- Born: Seth Enslow January 22, 1975 (age 51) California, United States
- Other name: Sethro
- Years active: 1995–present
- Children: Cialee Enslow

= Seth Enslow =

American motorcycle racer (b. 1975)

Seth Enslow (born January 22, 1975) is an American motorcyclist and stunt performer most notorious for his big jumps and equally big crashes.

==Career==

===Rise to motorcycle fame===
When he was sixteen, he bought his first dirtbike and started to race as an amateur in New York and Florida. In 1993, after graduating from Wellsboro High School in Pennsylvania, he moved to California. It was there that he met up with Dana Nicholson who had just founded Fleshwound Films with fellow filmmakers Jon and Cami Freeman. In 1994, they released their first film Crusty Demons of Dirt showcasing the underground motocross movement out in the deserts and badlands in the United States. The film gave Enslow notoriety for overjumping a sand dune and crashing hard. The distance he traveled was never measured but it is speculated to be around 200 to 250 ft. The movie quickly spawned a sequel and, once again, Enslow made an impact by coming up short on a jump and landing on supercross racer Jeremy McGrath's practice bike. This notoriety made Enslow one of the first bike riders to receive sponsors without having a racing career.

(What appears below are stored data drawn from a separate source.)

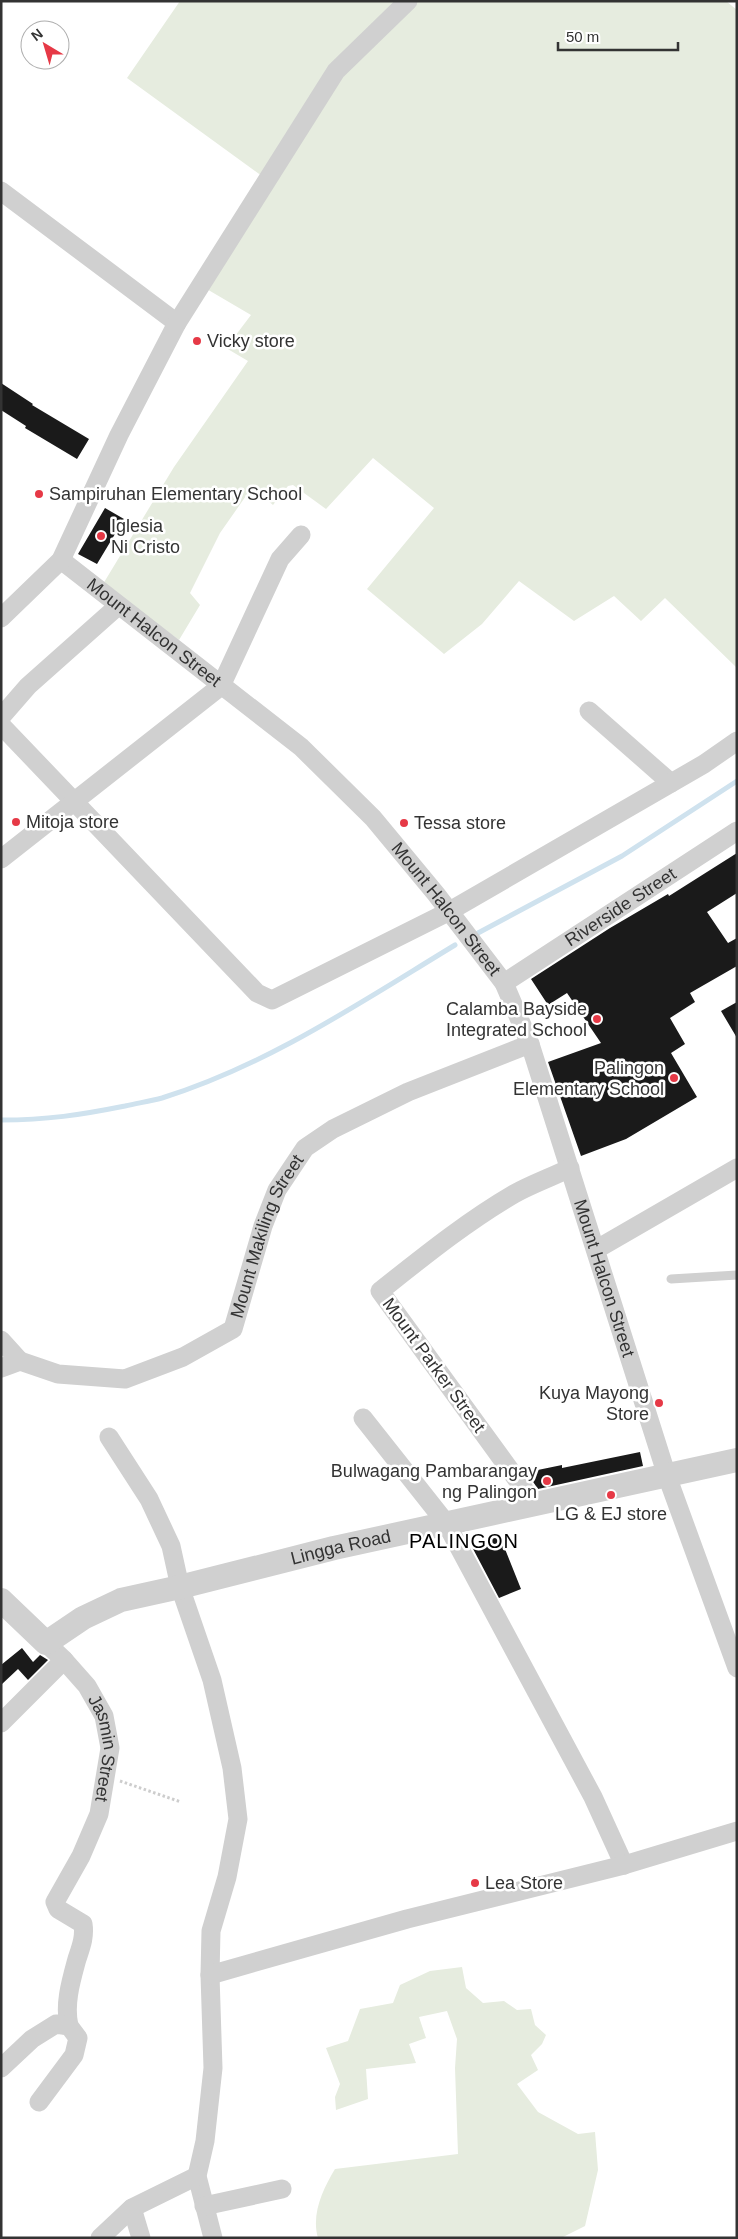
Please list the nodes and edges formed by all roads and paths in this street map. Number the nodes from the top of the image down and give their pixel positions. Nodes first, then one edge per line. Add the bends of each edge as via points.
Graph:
1 (408, 1) edge
2 (1, 192) edge
3 (177, 322) junction
4 (301, 535) dead end
5 (61, 560) junction
6 (118, 606) junction
7 (1, 618) edge
8 (221, 686) junction
9 (588, 711) dead end
10 (1, 716) edge
11 (1, 725) edge
12 (737, 741) edge
13 (670, 783) junction
14 (75, 802) junction
15 (737, 831) edge
16 (1, 859) edge
17 (448, 912) junction
18 (504, 983) junction
19 (530, 1044) junction
20 (570, 1168) junction
21 (737, 1168) edge
22 (596, 1249) junction
23 (737, 1275) edge
24 (671, 1279) dead end
25 (1, 1340) edge
26 (20, 1361) junction
27 (1, 1368) edge
28 (363, 1418) dead end
29 (109, 1437) dead end
30 (737, 1460) edge
31 (667, 1476) junction
32 (534, 1503) junction
33 (446, 1523) junction
34 (180, 1587) junction
35 (1, 1600) edge
36 (46, 1643) junction
37 (64, 1660) junction
38 (737, 1668) edge
39 (1, 1723) edge
40 (105, 1776) junction
41 (181, 1802) dead end
42 (737, 1831) edge
43 (624, 1865) junction
44 (210, 1975) junction
45 (69, 2026) junction
46 (1, 2068) edge
47 (39, 2102) dead end
48 (196, 2176) junction
49 (282, 2189) dead end
50 (204, 2206) junction
51 (132, 2208) junction
52 (100, 2238) edge
53 (141, 2238) edge
54 (213, 2238) edge

1 - 3 street via 336,71
2 - 3 street
3 - 5 street via 119,435
4 - 8 street via 280,559
5 - 6 street, Mount Halcon Street
5 - 7 street
6 - 8 street, Mount Halcon Street
6 - 10 street via 28,686
8 - 14 street
8 - 17 street, Mount Halcon Street via 301,748 374,818
9 - 13 street
11 - 14 street
12 - 13 street
13 - 17 street
14 - 16 street
14 - 17 street via 257,993 272,1000
15 - 18 street, Riverside Street
17 - 18 street, Mount Halcon Street
18 - 19 street, Mount Halcon Street
19 - 20 street, Mount Halcon Street
19 - 26 street, Mount Makiling Street via 408,1092 333,1129 305,1148 277,1190 233,1329 225,1334 183,1357 125,1380 58,1374
20 - 22 street, Mount Halcon Street
20 - 32 street, Mount Parker Street via 516,1193 478,1217 380,1291
21 - 22 street
22 - 31 street, Mount Halcon Street
23 - 24 lane
25 - 26 street
26 - 27 street
28 - 33 street
29 - 34 street via 156,1512 171,1546
30 - 31 street, Lingga Road
31 - 32 street, Lingga Road
31 - 38 street, Mount Halcon Street
32 - 33 street, Lingga Road
33 - 34 street, Lingga Road
33 - 43 street via 592,1798
34 - 36 street, Lingga Road via 121,1600 83,1618
34 - 44 street via 212,1680 232,1768 238,1819 227,1877 211,1931
35 - 36 street
36 - 37 street, Jasmin Street
37 - 39 street
37 - 40 street, Jasmin Street via 88,1686 104,1716 110,1748
40 - 41 path
40 - 45 street, Jasmin Street via 99,1814 56,1902 58,1909 83,1924 85,1934 70,1983
42 - 43 street
43 - 44 street via 407,1919
44 - 48 street via 213,2068 205,2141
45 - 46 street via 56,2024 32,2039
45 - 47 street, Jasmin Street via 78,2038 74,2056
48 - 50 street
48 - 51 street
49 - 50 street
50 - 54 street
51 - 52 street
51 - 53 street

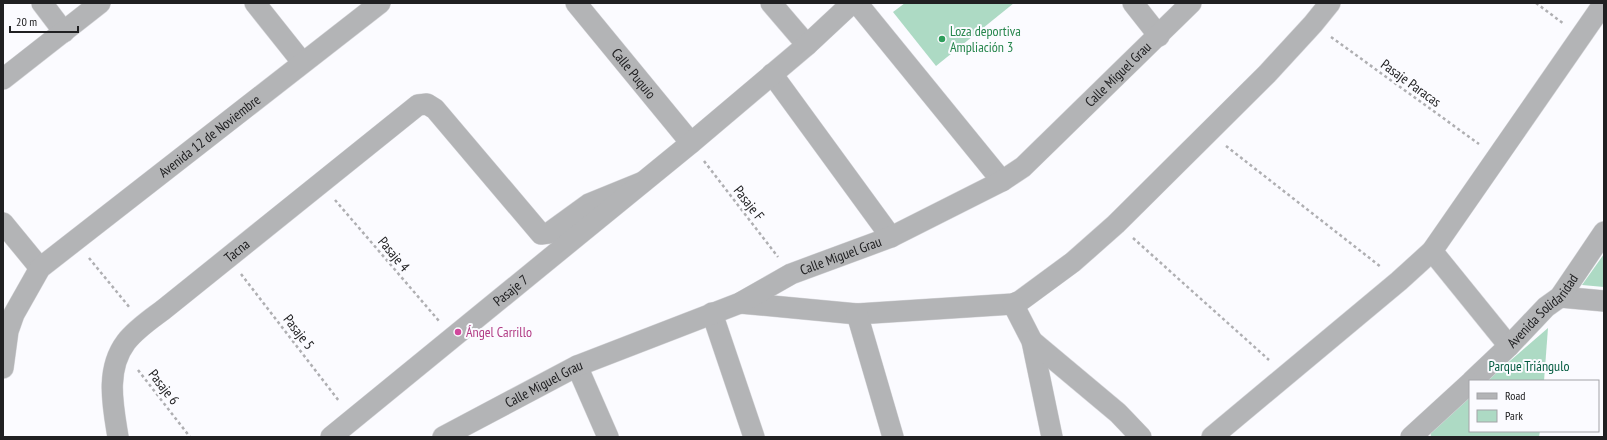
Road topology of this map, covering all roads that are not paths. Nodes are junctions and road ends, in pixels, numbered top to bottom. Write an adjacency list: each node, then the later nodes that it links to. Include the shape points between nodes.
1 (42, 3): 13 (street)
2 (100, 3): 13 (street)
3 (255, 3): 16 (street)
4 (380, 3): 16 (street, Avenida 12 de Noviembre)
5 (576, 3): 19 (street, Calle Puquio)
6 (771, 3): 15 (street)
7 (852, 3): 15 (street, Pasaje 7)
8 (857, 3): 20 (street)
9 (1133, 3): 14 (street)
10 (1191, 3): 14 (street, Calle Miguel Grau)
11 (1330, 3): 30 (street, via 1209,133 1116,224 1073,262)
12 (1604, 3): 25 (street)
13 (64, 32): 18 (street)
14 (1159, 36): 20 (street, Calle Miguel Grau, via 1023,167)
15 (807, 45): 17 (street, Pasaje 7)
16 (302, 62): 26 (street, Avenida 12 de Noviembre)
17 (772, 74): 19 (street, Pasaje 7); 24 (street)
18 (3, 79)
19 (691, 144): 21 (street, Pasaje 7)
20 (1002, 181): 24 (street, Calle Miguel Grau)
21 (643, 182): 40 (street, Tacna, via 589,204 549,233 541,234 435,109 427,104 418,105 126,342 115,364 111,392); 41 (street, Pasaje 7)
22 (3, 223): 26 (street)
23 (1604, 232): 27 (street, Avenida Solidaridad)
24 (891, 237): 29 (street, Calle Miguel Grau, via 791,274)
25 (1432, 251): 35 (street); 48 (street)
26 (40, 268): 33 (street)
27 (1560, 297): 28 (street); 35 (street, Avenida Solidaridad, via 1546,307)
28 (1604, 301)
29 (740, 303): 31 (street, Calle Miguel Grau); 32 (street)
30 (1013, 304): 32 (street); 34 (street)
31 (712, 313): 36 (street, Calle Miguel Grau); 44 (street)
32 (857, 314): 45 (street)
33 (6, 331): 37 (street)
34 (1032, 340): 46 (street); 47 (street, via 1118,413)
35 (1509, 346): 38 (street, Avenida Solidaridad)
36 (577, 366): 42 (street, Calle Miguel Grau); 43 (street)
37 (3, 368)
38 (1473, 380)
39 (1469, 384): 49 (street, Avenida Solidaridad)
40 (118, 437)
41 (331, 437)
42 (443, 437)
43 (608, 437)
44 (754, 437)
45 (893, 437)
46 (1052, 437)
47 (1141, 437)
48 (1212, 437)
49 (1411, 437)

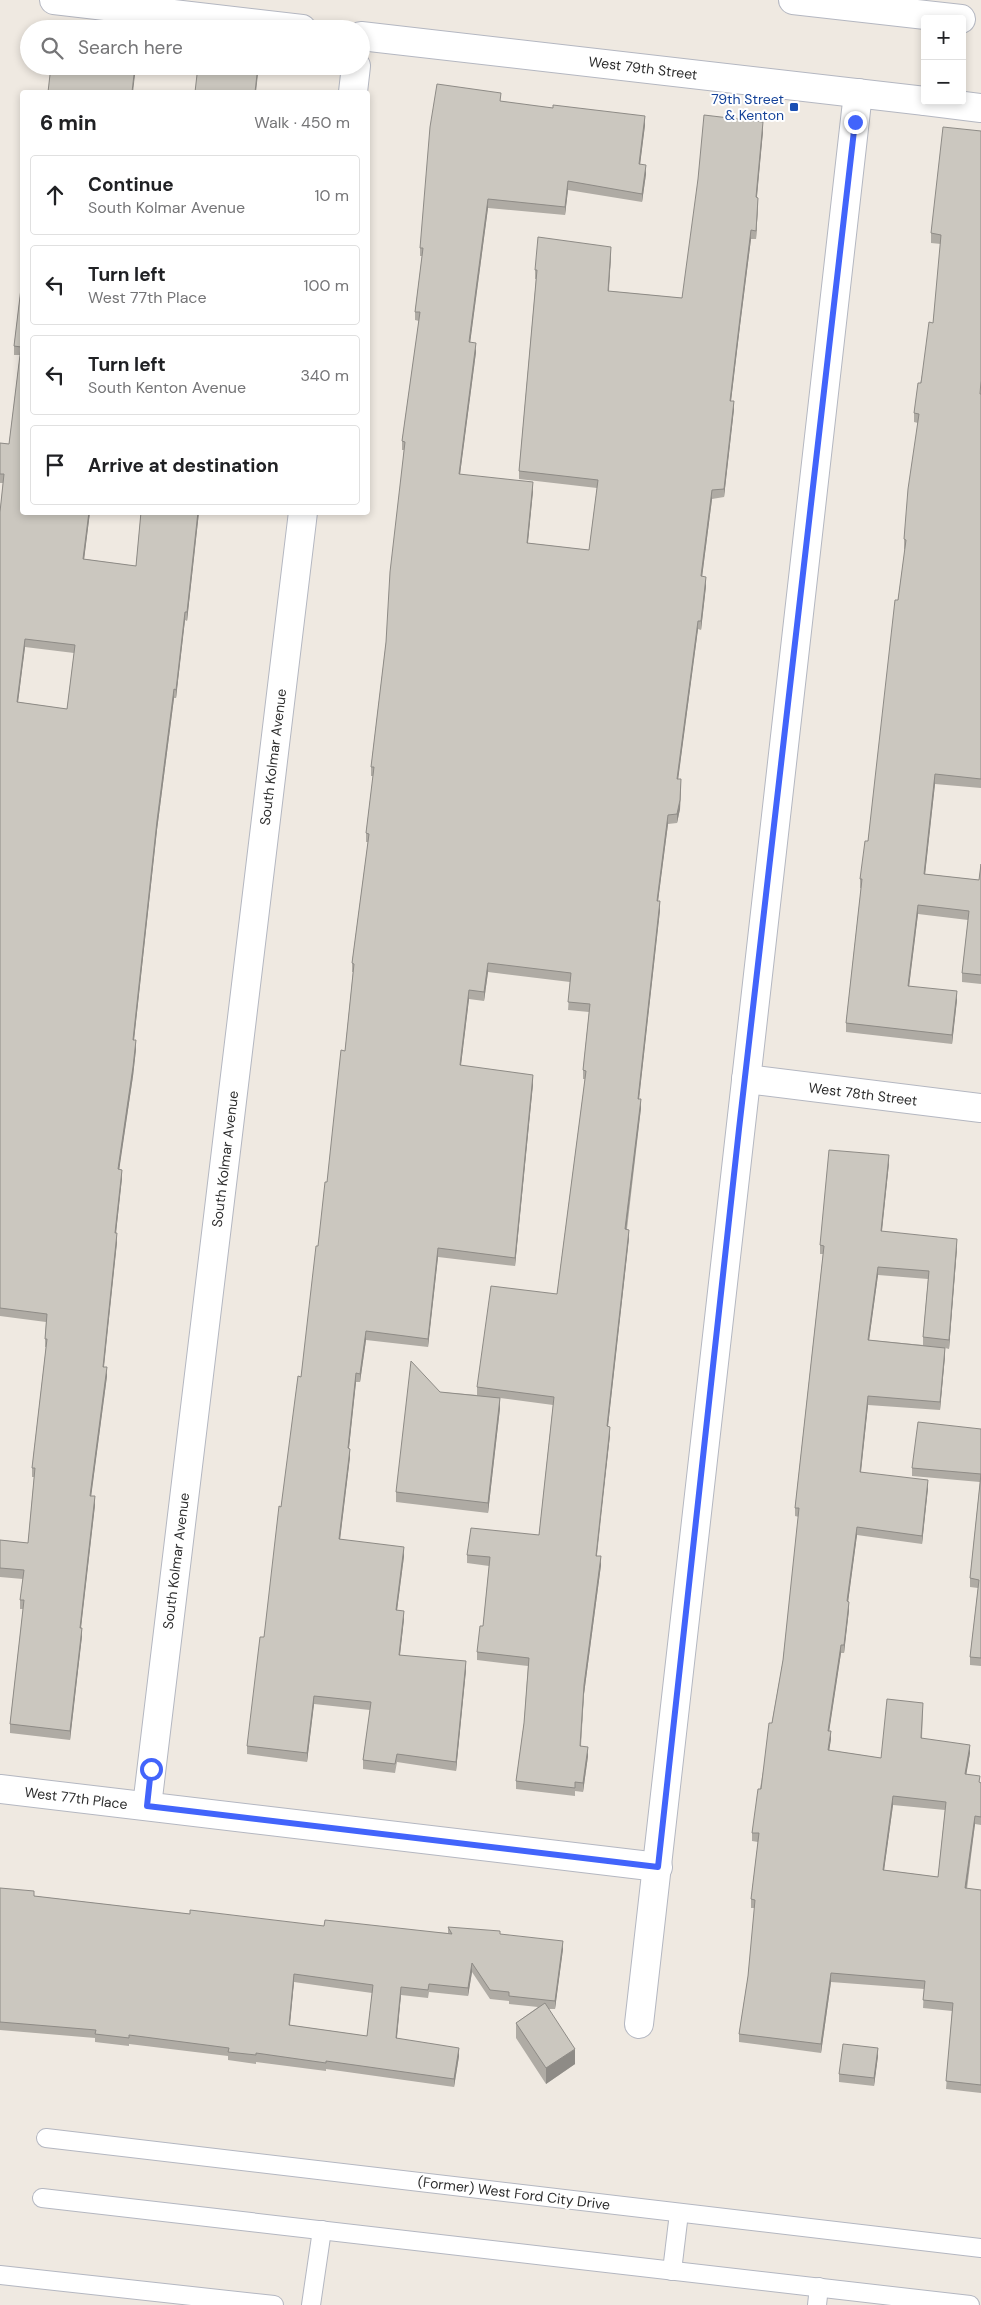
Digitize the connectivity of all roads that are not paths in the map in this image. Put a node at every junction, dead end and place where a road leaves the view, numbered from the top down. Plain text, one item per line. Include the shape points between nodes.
1 (54, 0) edge
2 (793, 0) edge
3 (926, 15) edge
4 (966, 19) edge
5 (225, 20) edge
6 (981, 21) edge
7 (370, 37) edge
8 (355, 75) edge
9 (353, 90) edge
10 (858, 93) junction
11 (921, 101) edge
12 (957, 105) edge
13 (981, 108) edge
14 (303, 515) edge
15 (746, 1079) junction
16 (981, 1108) edge
17 (0, 1789) edge
18 (147, 1806) junction
19 (658, 1867) junction
20 (639, 2024) dead end
21 (46, 2138) dead end
22 (42, 2198) dead end
23 (680, 2213) junction
24 (322, 2230) junction
25 (981, 2248) edge
26 (672, 2271) junction
27 (0, 2275) edge
28 (818, 2296) edge
29 (274, 2305) edge
30 (311, 2305) edge
31 (970, 2305) edge

1 - 5 street
2 - 3 street
4 - 6 street
7 - 10 street, West 79th Street
8 - 9 street
10 - 11 street, West 79th Street
10 - 15 street
12 - 13 street, West 79th Street
14 - 18 street, South Kolmar Avenue
15 - 16 street, West 78th Street
15 - 19 street
17 - 18 street, West 77th Place
18 - 19 street, West 77th Place
19 - 20 street
21 - 23 lane, (Former) West Ford City Drive
22 - 24 lane
23 - 25 lane, (Former) West Ford City Drive
23 - 26 lane
24 - 26 lane
24 - 30 lane
26 - 28 lane
27 - 29 lane
28 - 31 lane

Enslow, who by this time was making a living riding bikes, decided to break the world record of 251 ft set by Doug Danger. He started practicing by jumping ramp jumps over kegs of beer, cars, motorcycle and other big objects at different events. In 1999, he broke Robbie Knievel's (son of Evel Knievel) 226 ft record for most motorcycle jumps. However, Enslow's triple clamps broke, which disconnected his front end from the frame, resulting in Enslow diving head first into the asphalt. But Enslow was soon on his feet and even signing autographs before leaving the venue.

===First record attempt===

In 1999, Enslow made his first attempt to break the overall record at fellow motocross rider Mike Cinqmars' property with a ramp designed by Johnny Airtime of Air Time Association. Enslow was riding a customized Service Honda, which is basically a Honda 250 dirt bike with a 500cc two stroke engine. Enslow started jumping 120 ft jumps and gradually pulled the ramp back, finishing with a 240 ft jump before calling it a day due to increasing winds.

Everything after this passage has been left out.